Ich bin morgens gegen 7 Uhr aufgestanden und habe dann gefrühstückt. Um 08:15 Uhr sind wir losgefahren zum Projekt. Dort angekommen haben wir entweder Fische vorbereitet zum füttern, Tanks sauber gemacht oder Schildkröten geputzt. Jeden Tag haben wir Wasser geschleppt, aber daran gewöhnt man sich mit der Zeit.
Am Wochenende habe ich Ausflüge in die nähere Umgebung unternommen und konnte so Mirissa, Hiriketiya, Galle oder andere Städte erkunden. Viele Städte haben schöne Strände oder andere schöne Eigenheiten.

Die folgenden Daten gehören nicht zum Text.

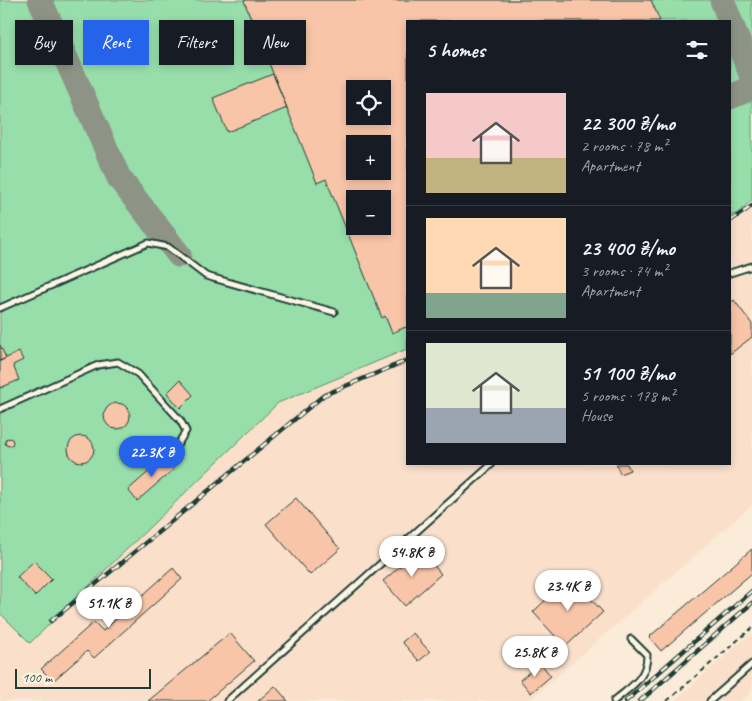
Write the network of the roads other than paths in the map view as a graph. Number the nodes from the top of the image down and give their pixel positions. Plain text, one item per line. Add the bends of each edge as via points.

Im Projekt war mein schönster Moment, als wir ein mal in der Schule waren für ein Tree Connect Programm. Die Kinder haben aus Blättern Kronen für uns gebastelt und am Ende habe ich mit einem Jungen Volleyball gespielt. 🙂
Außerhalb des Projektes war mein Lieblingsmoment, als ich mit zwei Freundinnen, die ich hier kennengelernt habe, in Mirissa war für einen Wochenendausflug. Wir waren in tollen Cafés und Restaurants und haben schöne Sachen gesehen.
An sich hatte ich schon das Gefühl, in der Hatchery etwas bewirken zu können. Allerdings war es beim Beach Cleanup sehr frustrierend mitzubekommen, dass die Menschen vor Ort nichts an ihrem Verhalten ändern und der Ozean und seine Tiere in Gefahr bleiben.
Das Projekt ist mein Herzensprojekt, weil ich nicht nur tolle Freunde gefunden habe, sondern auch die Umwelt ein Stück sauberer machen konnte. Schildkröten sind meine Lieblingstiere und ihnen ein schöneres Leben zu schenken, ist wunderbar.
Die Menschen sind meistens hilfsbereit und freundlich. Vor allem die Busfahrer helfen einem immer, wenn man aussteigen möchte. Das Essen im Haus war immer lecker und nur selten zu scharf. Auch sonst hatte ich keine Probleme oder Beschwerden. Die Lebensart ist einfach anders als die, die ich kenne, aber ich habe sie nicht negativ wahrgenommen. Außer die Hygiene, die hier nicht so wichtig genommen wird.
Es war eine tolle Entscheidung, die Reise zu machen. Ich habe nette Menschen kennengelernt, eine neue Kultur und super viele Erfahrungen gemacht. wayers war immer an meiner Seite und hat mich unterstützt, dafür bin ich sehr dankbar.
Ich hatte vorher echt Angst, dass ich viel mit Heimweh zu kämpfen habe. Auch weil ich noch nie so lange (3 Monate) alleine unterwegs war. Ich habe gelernt, dass ich damit allerdings gut klar komme und mich auch selber besser organisieren kann. Nun habe ich nicht mehr so viel Angst davor, irgendwann auszuziehen.
Seid offen für die Art und Lebensweise der Menschen und lasst euch nicht von Tuk Tuk Fahrern abziehen.